That appears to be a restriction.  So what?  Was it going to make the
engineering faculty jealous?  Probably.  Did the university refuse the
gift?  No way.  It would have been foolish to do so.

Now, in an ideal world, the donation would come with the instructions:
"spend this how you see fit, no restrictions."  But even when there are
restrictions, unless they go against the core beliefs of the
organization (thing donation to a church to provide abortions), there is
really not a good reason to refuse.  It just makes the organization
look like a bunch of unreasonable fanatics.  Now, what core belief is
violated if the Debian project allows some developers to be paid for
their work on Debian?  None, you say?  Because it already happens?

> > Please, people get over it.  So what if someone else gets paid and you 
> > don't?  If you came into it with the notion that you were going to do 
> > it for free, then that is a decision you made for yourself.
> For some of us, that is fine.  Others will move debian down their list 
> of priorities if they feel debian is becoming Yet Another Pay The Bills 
> scheme.  Others may move it down until they feel it benefits them 
> more.  Others may try to build little empires that only they can 
> service, in the hope of being paid for running that empire later.

How is this different than now?  I'll be honest.  I enjoy working on
Debian.  But I have limited time.  One of my motivations for working on
Debian is that one day I'd like to become a consultant specializing in
open source solutions.  Working on Debian and becoming a Debian
developer will help me in that goal because I gain skills.  Now, does
that make me a bad person?  Hopefully not :-)
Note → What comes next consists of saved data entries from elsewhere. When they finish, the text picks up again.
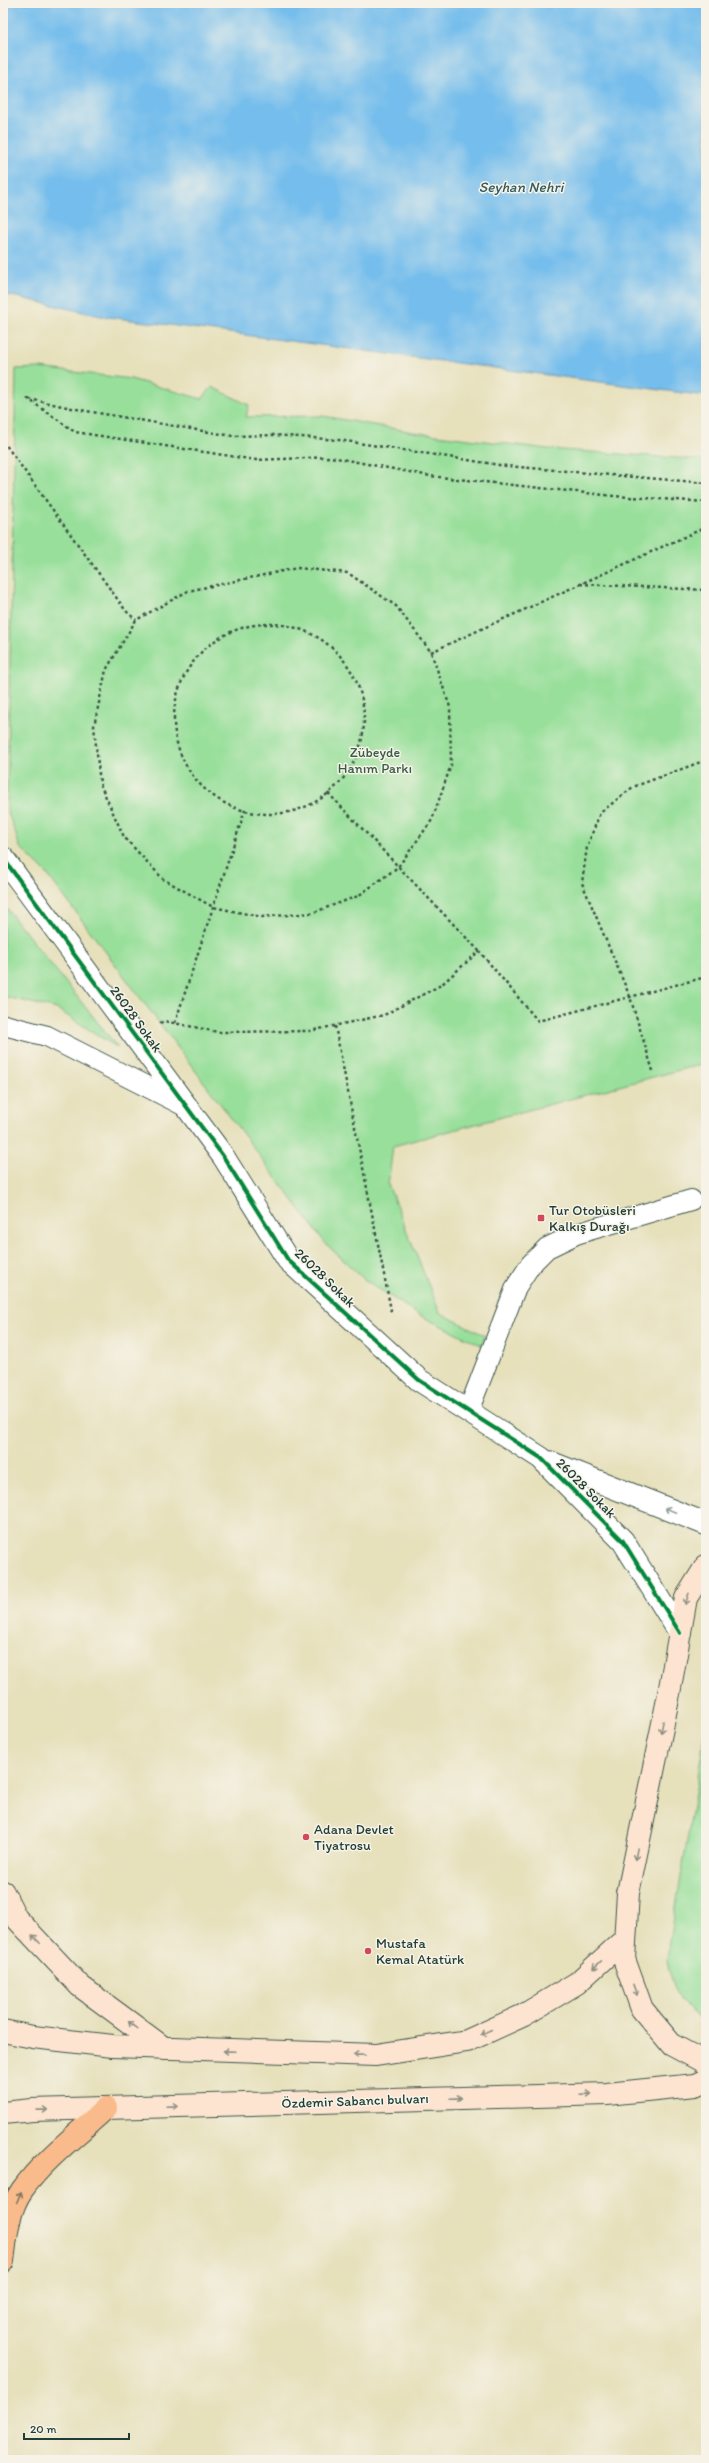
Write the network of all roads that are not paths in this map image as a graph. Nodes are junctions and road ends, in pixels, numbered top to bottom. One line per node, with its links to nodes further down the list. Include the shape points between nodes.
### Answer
1 (3, 858): 3 (street, 26028 Sokak)
2 (4, 1026): 3 (lane, via 48,1036)
3 (185, 1106): 5 (street, 26028 Sokak, via 223,1156 288,1260 420,1380)
4 (691, 1200): 5 (lane, via 576,1234 548,1248 531,1264 516,1287)
5 (468, 1412): 6 (street, 26028 Sokak)
6 (541, 1458): 7 (street, one-way to 6); 9 (street, 26028 Sokak, via 623,1540)
7 (706, 1524)
8 (706, 1566): 9 (main road, one-way to 9, via 686,1598)
9 (680, 1633): 11 (main road, one-way to 11, via 628,1893)
10 (3, 1892): 13 (main road, one-way to 10, via 80,1986 16,1918)
11 (625, 1939): 13 (main road, one-way to 13, via 577,1983 524,2015 466,2041 376,2056); 14 (main road, one-way to 14, via 624,1960 642,2009 672,2044)
12 (3, 2031): 13 (main road, via 113,2046)
13 (164, 2048)
14 (706, 2063)
15 (706, 2080): 16 (main road, Özdemir Sabancı bulvarı, one-way to 15, via 607,2094 696,2085)
16 (106, 2108): 17 (main road, Özdemir Sabancı bulvarı, one-way to 16); 18 (highway, one-way to 16, via 8,2224 22,2191 48,2162)
17 (3, 2113)
18 (3, 2261)

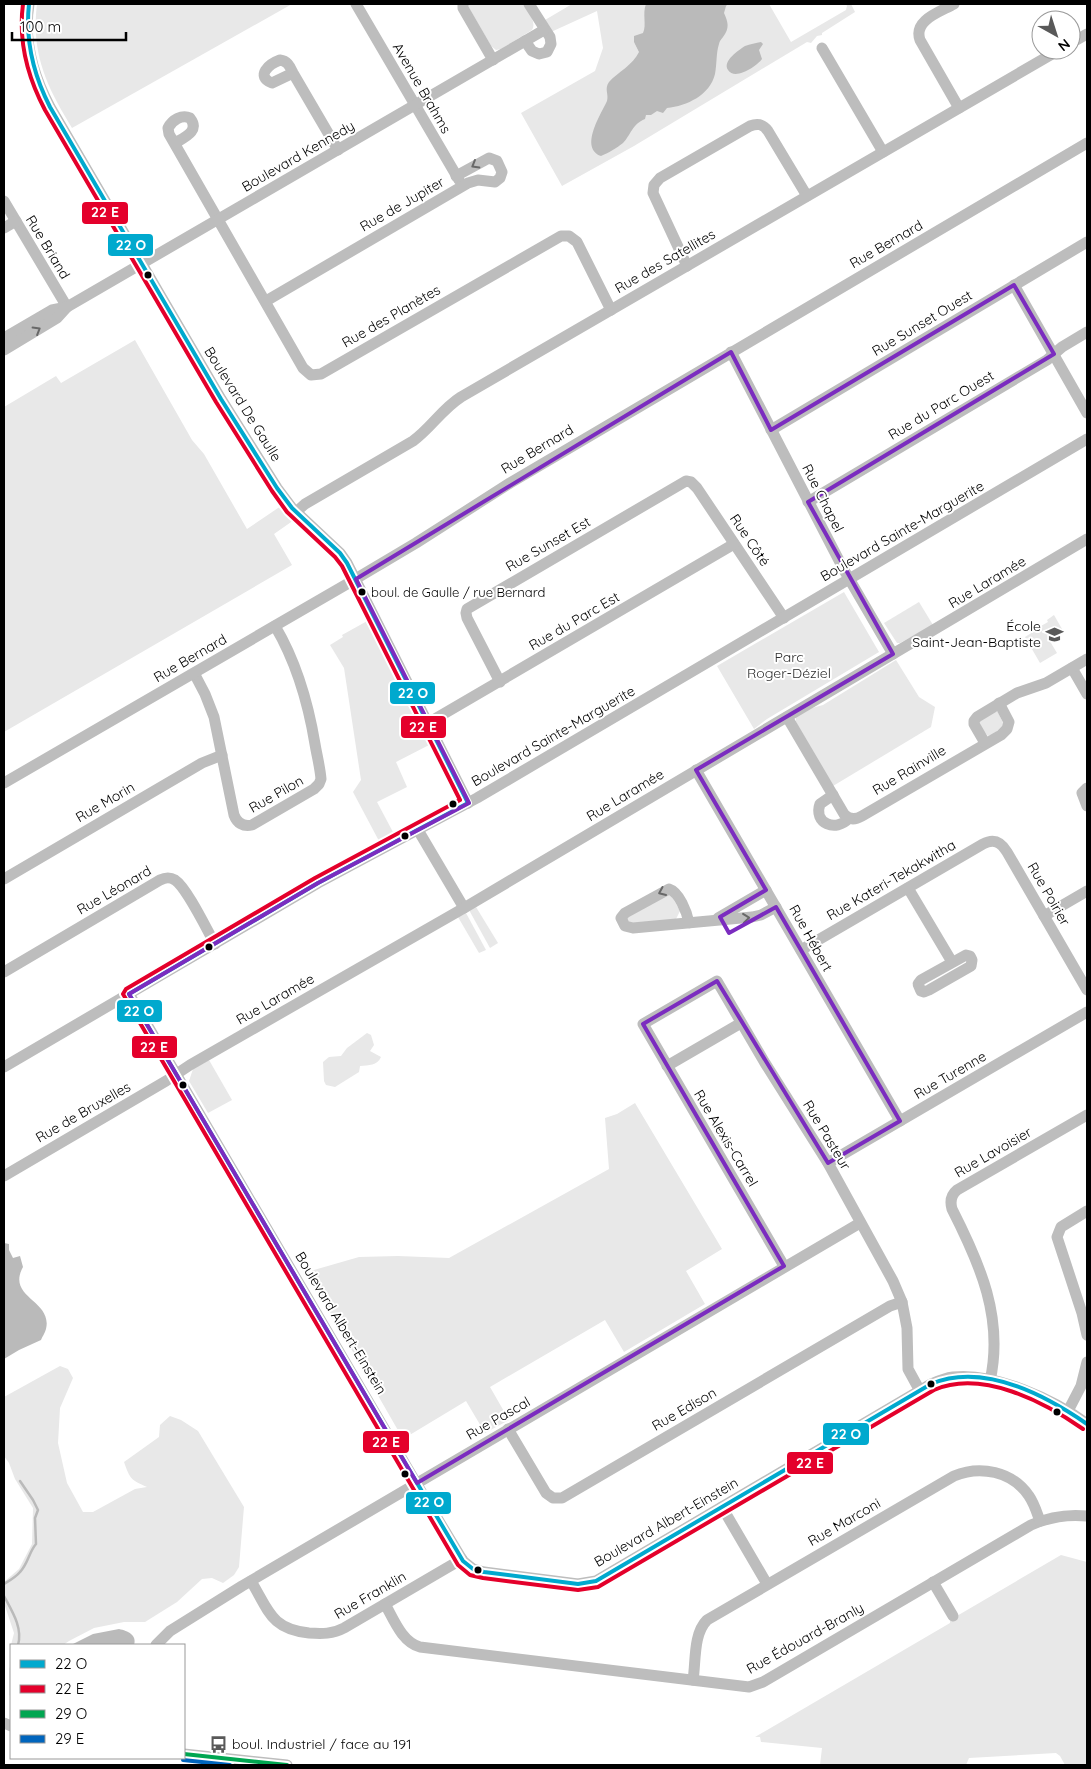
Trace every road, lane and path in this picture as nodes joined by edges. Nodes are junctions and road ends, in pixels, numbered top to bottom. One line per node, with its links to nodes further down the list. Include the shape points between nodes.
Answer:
1 (29, 4): 26 (street, Boulevard De Gaulle, via 29,50 41,88)
2 (356, 4): 12 (street, Avenue Brahms)
3 (462, 4): 9 (street)
4 (529, 4): 6 (street)
5 (954, 4): 13 (street, via 924,21 918,34)
6 (544, 30): 7 (street, Boulevard Kennedy); 7 (street, via 551,40 547,52 535,53)
7 (525, 41): 9 (street, Boulevard Kennedy)
8 (822, 48): 17 (street)
9 (493, 60): 12 (street, Boulevard Kennedy)
10 (1042, 60): 13 (street, Rue des Satellites)
11 (293, 73): 16 (street)
12 (414, 105): 16 (street, Boulevard Kennedy); 18 (street, Avenue Brahms)
13 (959, 108): 17 (street, Rue des Satellites)
14 (174, 143): 22 (street, Rue des Planètes)
15 (1087, 143): 35 (street, Rue Bernard)
16 (338, 150): 22 (street, Boulevard Kennedy)
17 (883, 152): 20 (street, Rue des Satellites)
18 (456, 176): 19 (street, Avenue Brahms); 19 (street, Rue de Jupiter, one-way to 18, via 476,180 497,181 502,176 499,165 489,158)
19 (463, 186): 29 (street, Rue de Jupiter)
20 (807, 196): 27 (street, Rue des Satellites); 27 (street, via 768,131 759,124 750,126 669,173 656,182 653,193)
21 (4, 201): 23 (street, Rue Briand)
22 (219, 219): 26 (street, Boulevard Kennedy); 29 (street, Rue des Planètes)
23 (16, 221): 24 (street); 30 (street, Rue Briand)
24 (4, 228)
25 (1087, 242): 28 (street, Rue Sunset Ouest)
26 (143, 264): 30 (street, Boulevard Kennedy); 42 (street, Boulevard De Gaulle, via 221,399)
27 (687, 266): 31 (street, Rue des Satellites)
28 (1014, 285): 36 (street); 38 (street, Rue Sunset Ouest)
29 (266, 301): 31 (street, Rue des Planètes, via 303,368 313,375 325,372 561,236 577,242)
30 (67, 308): 33 (street, Boulevard Kennedy, via 52,310); 34 (street, Boulevard Kennedy, one-way to 30, via 57,318)
31 (611, 310): 42 (street, Rue des Satellites, via 461,397 418,438)
32 (1087, 332): 36 (street, Rue du Parc Ouest)
33 (4, 338)
34 (4, 350)
35 (731, 352): 38 (street, Rue Chapel); 45 (street, Rue Bernard)
36 (1054, 354): 37 (street); 41 (street, Rue du Parc Ouest)
37 (1087, 413)
38 (771, 430): 41 (street, Rue Chapel)
39 (1087, 439): 46 (street, Boulevard Sainte-Marguerite)
40 (688, 481): 44 (street, Rue Côté, via 697,488); 53 (street, Rue Sunset Est, via 467,609 467,618)
41 (808, 502): 46 (street, Rue Chapel)
42 (296, 512): 45 (street, Boulevard De Gaulle, via 340,553)
43 (1087, 539): 49 (street, Rue Laramée)
44 (734, 544): 47 (street, Rue Côté); 53 (street, Rue du Parc Est)
45 (356, 579): 48 (street, Rue Bernard); 57 (street, Boulevard De Gaulle)
46 (849, 580): 47 (street, Boulevard Sainte-Marguerite); 49 (street, Rue Chapel)
47 (784, 618): 64 (street, Boulevard Sainte-Marguerite)
48 (276, 626): 52 (street, Rue Bernard); 59 (street, Rue Pilon, via 302,686 311,719 320,782 314,789 256,823 244,825 232,810)
49 (894, 654): 56 (street, Rue Laramée)
50 (1087, 659): 51 (street)
51 (1072, 668): 54 (street); 55 (street)
52 (194, 673): 59 (street, Rue Pilon, via 212,710); 61 (street, Rue Bernard)
53 (500, 682): 57 (street, Rue du Parc Est)
54 (1087, 694)
55 (999, 703): 58 (street, Rue Rainville, via 1008,719 1008,726); 58 (street, via 974,721)
56 (787, 717): 60 (street, Rue Laramée); 63 (street)
57 (428, 723): 64 (street, Boulevard De Gaulle)
58 (985, 743): 66 (street, Rue Rainville, via 862,816)
59 (222, 755): 69 (street, Rue Morin, via 202,763)
60 (696, 770): 71 (street, Rue Hébert); 74 (street, Rue Laramée)
61 (4, 783)
62 (1087, 788): 65 (street, via 1082,793)
63 (833, 795): 66 (street); 66 (street, Rue Rainville, via 820,804 818,813 822,821 838,826)
64 (468, 803): 67 (street, Boulevard Sainte-Marguerite)
65 (1087, 806)
66 (848, 818)
67 (418, 830): 74 (street); 78 (street, Boulevard Sainte-Marguerite, via 318,883)
68 (996, 841): 70 (street, Rue Kateri-Tekakwitha, via 990,840); 75 (street, Rue Poirier, via 1005,848)
69 (4, 879)
70 (908, 888): 79 (street, Rue Kateri-Tekakwitha); 80 (street)
71 (766, 890): 73 (street, Rue Hébert); 76 (street)
72 (1087, 891): 75 (street)
73 (776, 907): 76 (street, one-way to 73, via 757,916); 79 (street, Rue Hébert)
74 (464, 908): 89 (street, Rue Laramée)
75 (1044, 916): 82 (street, Rue Poirier)
76 (714, 920): 77 (street)
77 (689, 923): 77 (street, one-way to 77, via 674,891 668,889 621,918 629,928)
78 (215, 944): 81 (street, Rue Léonard, via 182,888 174,879 166,878); 83 (street, Boulevard Sainte-Marguerite)
79 (801, 950): 91 (street, Rue Hébert)
80 (952, 962)
81 (4, 972)
82 (1087, 990)
83 (129, 994): 88 (street, Boulevard Sainte-Marguerite); 89 (street, Boulevard Albert-Einstein)
84 (1087, 1012): 91 (street, Rue Turenne)
85 (741, 1023): 86 (street, Rue Pasteur, via 717,981); 87 (street); 92 (street, Rue Pasteur)
86 (643, 1024): 87 (street, Rue Alexis-Carrel)
87 (666, 1066): 96 (street, Rue Alexis-Carrel)
88 (4, 1068)
89 (176, 1074): 93 (street, Rue de Bruxelles); 105 (street, Boulevard Albert-Einstein)
90 (1087, 1115): 100 (street, Rue Lavoisier, via 957,1190 952,1197 952,1209 975,1254 990,1302 994,1343)
91 (900, 1121): 92 (street, Rue Turenne)
92 (828, 1163): 95 (street, Rue Pasteur)
93 (4, 1176)
94 (1087, 1211): 98 (street, via 1061,1227 1057,1235)
95 (860, 1222): 96 (street, Rue Pascal); 97 (street, Rue Pasteur)
96 (784, 1266): 104 (street, Rue Pascal)
97 (902, 1302): 101 (street, Rue Pasteur, via 908,1339 908,1369); 104 (street, Rue Edison, via 890,1306 562,1498 546,1493)
98 (1087, 1335)
99 (1087, 1362): 102 (street, via 1081,1386)
100 (990, 1381): 101 (street, Boulevard Albert-Einstein, via 968,1376 954,1377); 102 (street, Boulevard Albert-Einstein, via 1024,1390)
101 (920, 1391): 106 (street, Boulevard Albert-Einstein)
102 (1068, 1411): 103 (street, Boulevard Albert-Einstein)
103 (1087, 1424)
104 (508, 1430): 105 (street, Rue Pascal)
105 (417, 1483): 109 (street, Boulevard Albert-Einstein); 110 (street, Rue Pascal)
106 (722, 1507): 109 (street, Boulevard Albert-Einstein, via 587,1583 484,1572 468,1566); 112 (street)
107 (1087, 1516): 108 (street, Rue Édouard-Branly, via 1071,1515)
108 (1040, 1521): 111 (street, Rue Édouard-Branly); 112 (street, Rue Marconi, via 1032,1500 1017,1483 989,1471 965,1472 948,1478)
109 (462, 1559): 113 (street, Rue Franklin)
110 (251, 1581): 113 (street, Rue Franklin, via 273,1617 291,1630 329,1634); 115 (street, Rue Pascal, via 170,1631)
111 (933, 1582): 114 (street); 116 (street, Rue Édouard-Branly, via 759,1684 741,1687)
112 (767, 1584): 116 (street, Rue Marconi, via 702,1625)
113 (385, 1604): 116 (street, Rue Édouard-Branly, via 408,1641 420,1647)
114 (953, 1616)
115 (157, 1644)
116 (693, 1680)
117 (185, 1754): 118 (street)
118 (287, 1765)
> We've seen these patterns happen for other free software projects.  Can 
> we avoid them for debian, or at least try to predict what damage we need 
> to take into consideration?  This money is not without potential loss.
Please give one example.

> > Now, go read the parable one more time to make sure you understand it.
> It's amazing what inequalities and injustices can be defended with 
> scripture if you squint at it the right way.
I'm sorry.  You appear to be misinterpreting the point I was trying to
make.  Based on that statement, it is unfair for *anyone* to *ever*
donate *anything* unless they can donate equally to all.  Think about
the absurdity of that.  If I went downtown to a large city and handed
out $20 bills to five homeless people, would that be an injustice?  If I
only had $100 to give, that's all I could do.  Now, if 10 other homeless
people came up to me and said, "what about me?", what would happen?  I
would tell them that is all I had.  If they got mad, I would simply have
to tell them that it is my money and I can do with it as I see fit,
perhaps they could try feeling happy that someone in similar
circumstances was helped out.  Is that a great injustice?  Absolutely
not.  It's called "doing what you can."

I resent the idea that you say that I am using scripture to justify
inequality and injustice.  Inequality and injustice are facts of life.
Turn it around for a moment.  What of the owner of the vineyard in the
parable had not gone out seeking workers?  Those men would have stayed
there all day, without working, and without receiving a wage.  Which is
the greater injustice?

> Roberto C. Sanchez <roberto@connexer.com> wrote:
> > There is no sanity attack.  In fact, what I was implying is that there
> > is an apparent lack of maturity on the part of those who are
> > irrationally against something which is supposed to help improve the
> > project.
> Right, it's not a personal attack, you're just saying all objectors are 
> immature(!)  8-/
Not at all.  Just, that their objections are immature.  Again, they are
objecting to someone else's good fortune.  Where I come from that is
simply considered immature and bad form.

> [...]
> > > Can Dunc-Tank advocates answer these essential questions?
> > > | Why is devel 1 paid but not devel 2?
> > 1) Because there are limited funds.
> Not an answer.  For example, we could split the limited funds between 
> devel 1 and devel 2 in some way.  Why is devel 1 paid but not devel 2?
What if splitting the funds would result on two things getting half-done
or done poorly instead of one thing being finished well and in a timely

> > > Is devel 2 not doing good work?  
> > 2) No.  Devel 1's work was deemed more important/critical/visible/etc.
> So why would anyone expect devel 2 not to see this as a message that her 
> work is more unimportant, non-critical, invisible than others?
I would expect people to understand that there is work of various
importance.  Please look at the packages in which I am involved


Now, AFAICT, if I disappeared off the face of the earth today, maybe
half a dozen people involved with Debian might notice (though not for a
week or two of not responding to email pings).  I don't pretend that my
work is the least bet important compared to Steve's work as release
manager or compared to Manoj's work as secretary or compared to the ftp
masters, or to those working on the installer or porting to
architectures.  It's called having perspective.  If people seriously
cannot estimate the value or importance of their own work in comparison
to that of others, I wonder hw they function in a real company.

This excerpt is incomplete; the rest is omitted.